Exercise
Go line by line through the entries below and copy those containing the string "Union".

Material supplied
=-=-=-=-=

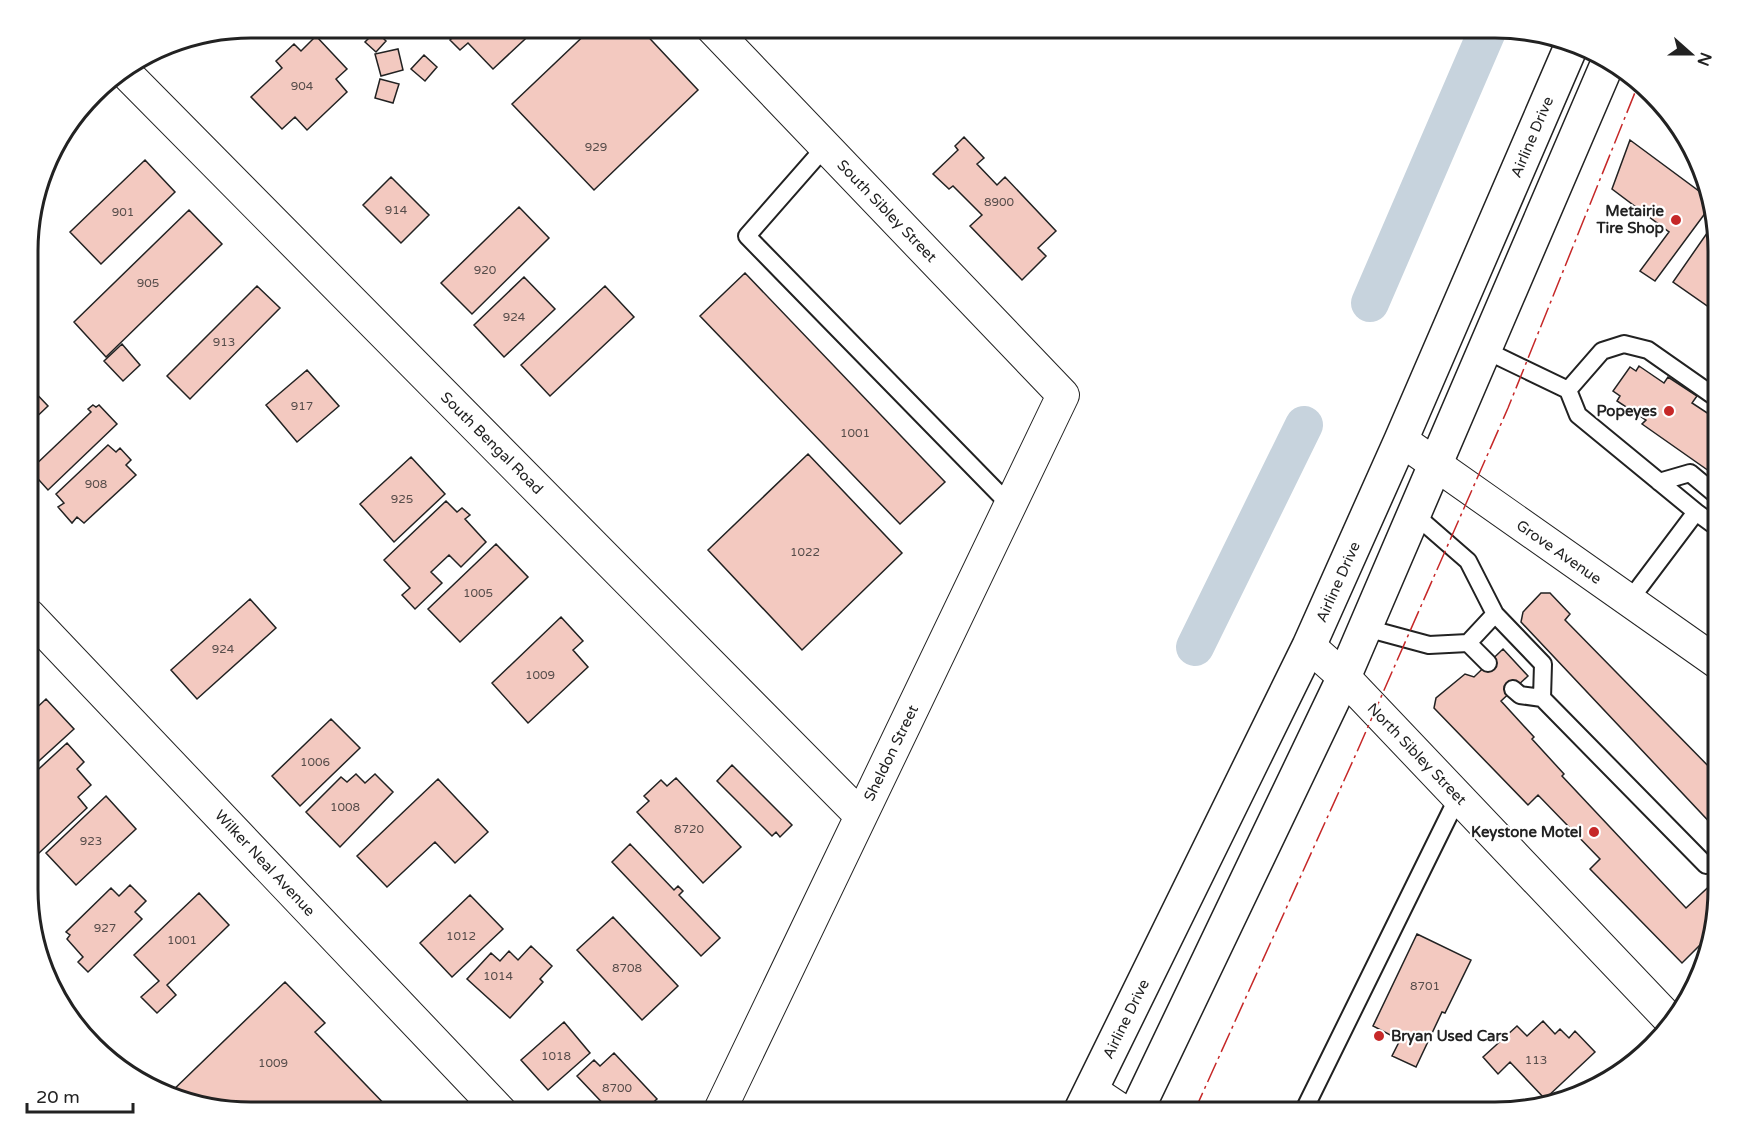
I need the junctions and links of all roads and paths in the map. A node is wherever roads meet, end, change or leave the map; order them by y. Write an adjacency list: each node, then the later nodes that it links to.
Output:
1 (721, 38): 5 (street, South Sibley Street)
2 (1569, 51): 10 (highway, Airline Drive)
3 (1605, 69): 6 (highway)
4 (128, 76): 30 (street, South Bengal Road)
5 (825, 147): 9 (street, South Sibley Street); 14 (lane)
6 (1485, 350): 7 (lane); 11 (highway)
7 (1568, 390): 8 (lane); 12 (lane)
8 (1707, 391)
9 (1063, 395): 14 (street, Sheldon Street)
10 (1401, 440): 11 (street, Grove Avenue); 23 (highway, Airline Drive)
11 (1436, 465): 16 (highway); 18 (street, Grove Avenue)
12 (1659, 482): 13 (lane); 15 (lane)
13 (1707, 487)
14 (1010, 505): 30 (street, Sheldon Street)
15 (1696, 512): 17 (lane); 18 (lane)
16 (1414, 514): 19 (lane); 21 (highway)
17 (1707, 520)
18 (1629, 601): 24 (street, Grove Avenue)
19 (1495, 614): 22 (lane); 28 (lane)
20 (38, 624): 34 (street, Wilker Neal Avenue)
21 (1366, 628): 22 (lane); 26 (highway)
22 (1468, 643): 25 (lane)
23 (1309, 646): 26 (street, North Sibley Street); 33 (highway, Airline Drive)
24 (1708, 656)
25 (1488, 663)
26 (1344, 677): 29 (street, North Sibley Street); 36 (highway)
27 (1513, 689): 28 (lane)
28 (1542, 698): 31 (lane)
29 (1458, 797): 32 (street, North Sibley Street); 37 (lane)
30 (861, 816): 35 (street, Sheldon Street)
31 (1706, 865)
32 (1666, 1016)
33 (1085, 1101)
34 (492, 1102)
35 (724, 1102)
36 (1141, 1102)
37 (1308, 1102)

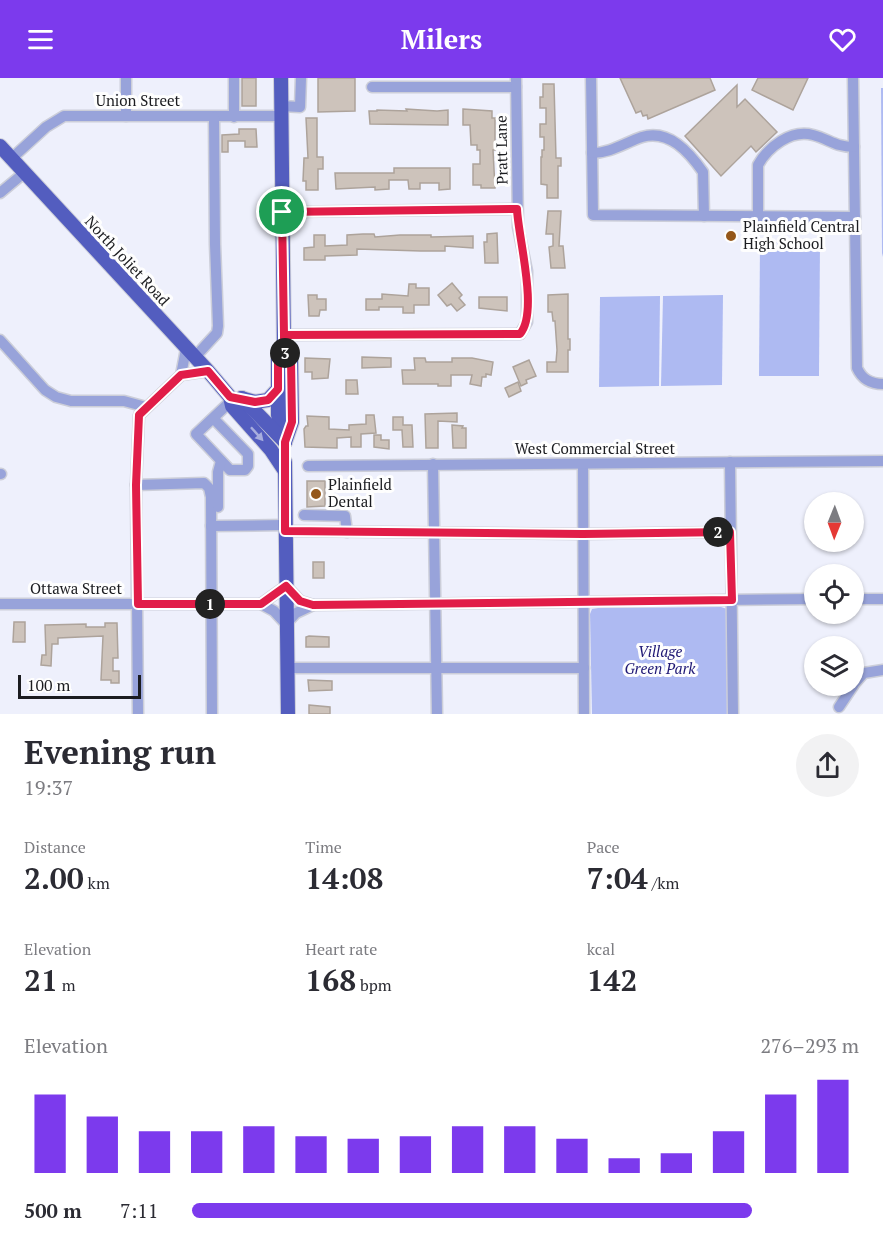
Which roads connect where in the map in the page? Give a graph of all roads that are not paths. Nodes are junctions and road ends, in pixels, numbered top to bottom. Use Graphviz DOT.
graph roads {
  1 [pos="126,78"];
  2 [pos="234,78"];
  3 [pos="281,78"];
  4 [pos="301,78"];
  5 [pos="591,78"];
  6 [pos="853,78"];
  7 [pos="516,82"];
  8 [pos="372,87"];
  9 [pos="281,111"];
  10 [pos="126,116"];
  11 [pos="214,117"];
  12 [pos="234,117"];
  13 [pos="0,147"];
  14 [pos="854,147"];
  15 [pos="592,153"];
  16 [pos="11,159"];
  17 [pos="24,172"];
  18 [pos="0,193"];
  19 [pos="517,209"];
  20 [pos="282,212"];
  21 [pos="704,216"];
  22 [pos="758,216"];
  23 [pos="855,217"];
  24 [pos="284,335"];
  25 [pos="0,340"];
  26 [pos="284,351"];
  27 [pos="190,353"];
  28 [pos="208,371"];
  29 [pos="181,375"];
  30 [pos="883,384"];
  31 [pos="278,389"];
  32 [pos="234,399"];
  33 [pos="146,407"];
  34 [pos="213,418"];
  35 [pos="285,442"];
  36 [pos="221,461"];
  37 [pos="883,461"];
  38 [pos="730,462"];
  39 [pos="434,464"];
  40 [pos="583,464"];
  41 [pos="308,466"];
  42 [pos="285,471"];
  43 [pos="136,485"];
  44 [pos="304,515"];
  45 [pos="215,526"];
  46 [pos="285,528"];
  47 [pos="346,532"];
  48 [pos="434,532"];
  49 [pos="730,532"];
  50 [pos="583,534"];
  51 [pos="286,586"];
  52 [pos="804,599"];
  53 [pos="864,599"];
  54 [pos="883,599"];
  55 [pos="732,600"];
  56 [pos="583,601"];
  57 [pos="435,603"];
  58 [pos="0,604"];
  59 [pos="138,604"];
  60 [pos="212,604"];
  61 [pos="261,604"];
  62 [pos="313,605"];
  63 [pos="286,624"];
  64 [pos="287,668"];
  65 [pos="436,668"];
  66 [pos="584,668"];
  67 [pos="883,670"];
  68 [pos="864,673"];
  69 [pos="846,696"];
  70 [pos="839,707"];
  71 [pos="138,714"];
  72 [pos="212,714"];
  73 [pos="288,714"];
  74 [pos="436,714"];
  75 [pos="584,714"];
  76 [pos="733,714"];
  1 -- 10 [label="street"];
  2 -- 12 [label="street"];
  3 -- 9 [label="main road"];
  4 -- 9 [label="street"];
  5 -- 15 [label="street"];
  6 -- 14 [label="street"];
  7 -- 8 [label="street"];
  7 -- 19 [label="street, Pratt Lane"];
  9 -- 12 [label="street, Union Street"];
  9 -- 20 [label="main road"];
  10 -- 11 [label="street, Union Street"];
  10 -- 16 [label="street, Union Street"];
  11 -- 12 [label="street, Union Street"];
  11 -- 27 [label="street"];
  13 -- 16 [label="main road, North Joliet Road"];
  14 -- 22 [label="street"];
  14 -- 23 [label="street"];
  15 -- 21 [label="street"];
  15 -- 21 [label="street"];
  16 -- 17 [label="main road, North Joliet Road"];
  17 -- 18 [label="street"];
  17 -- 27 [label="main road, North Joliet Road"];
  19 -- 20 [label="street"];
  19 -- 24 [label="street, Pratt Lane"];
  20 -- 24 [label="main road"];
  21 -- 22 [label="street"];
  22 -- 23 [label="street"];
  23 -- 30 [label="street"];
  24 -- 26 [label="main road"];
  25 -- 33 [label="street"];
  26 -- 31 [label="main road"];
  26 -- 35 [label="main road"];
  27 -- 28 [label="main road, North Joliet Road"];
  27 -- 29 [label="street"];
  28 -- 29 [label="street"];
  28 -- 32 [label="main road, North Joliet Road"];
  29 -- 33 [label="street"];
  31 -- 32 [label="main road"];
  31 -- 35 [label="main road"];
  32 -- 34 [label="street"];
  32 -- 35 [label="main road, North Joliet Road"];
  32 -- 42 [label="main road, North Joliet Road, one-way"];
  33 -- 43 [label="street"];
  34 -- 36 [label="street"];
  34 -- 36 [label="street"];
  35 -- 42 [label="main road"];
  36 -- 45 [label="street"];
  37 -- 38 [label="street, West Commercial Street"];
  38 -- 40 [label="street, West Commercial Street"];
  38 -- 49 [label="street"];
  39 -- 40 [label="street, West Commercial Street"];
  39 -- 41 [label="street, West Commercial Street"];
  39 -- 48 [label="street"];
  40 -- 50 [label="street"];
  42 -- 46 [label="main road"];
  43 -- 45 [label="street"];
  43 -- 59 [label="street"];
  44 -- 47 [label="street"];
  45 -- 46 [label="street"];
  45 -- 60 [label="street"];
  46 -- 47 [label="street"];
  46 -- 51 [label="main road"];
  47 -- 48 [label="street"];
  48 -- 50 [label="street"];
  48 -- 57 [label="street"];
  49 -- 50 [label="street"];
  49 -- 55 [label="street"];
  50 -- 56 [label="street"];
  51 -- 61 [label="street"];
  51 -- 62 [label="street"];
  51 -- 63 [label="main road"];
  52 -- 55 [label="street"];
  53 -- 54 [label="street"];
  55 -- 56 [label="street"];
  55 -- 76 [label="street"];
  56 -- 57 [label="street"];
  56 -- 66 [label="street"];
  57 -- 62 [label="street"];
  57 -- 65 [label="street"];
  58 -- 59 [label="street, Ottawa Street"];
  59 -- 60 [label="street, Ottawa Street"];
  59 -- 71 [label="street"];
  60 -- 61 [label="street, Ottawa Street"];
  60 -- 72 [label="street"];
  61 -- 63 [label="street"];
  62 -- 63 [label="street"];
  63 -- 64 [label="main road"];
  64 -- 65 [label="street"];
  64 -- 73 [label="main road"];
  65 -- 66 [label="street"];
  65 -- 74 [label="street"];
  66 -- 75 [label="street"];
  67 -- 68 [label="street"];
  69 -- 70 [label="street"];
}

=-=-=-=-=

Expected answer
  9 -- 12 [label="street, Union Street"];
  10 -- 11 [label="street, Union Street"];
  10 -- 16 [label="street, Union Street"];
  11 -- 12 [label="street, Union Street"];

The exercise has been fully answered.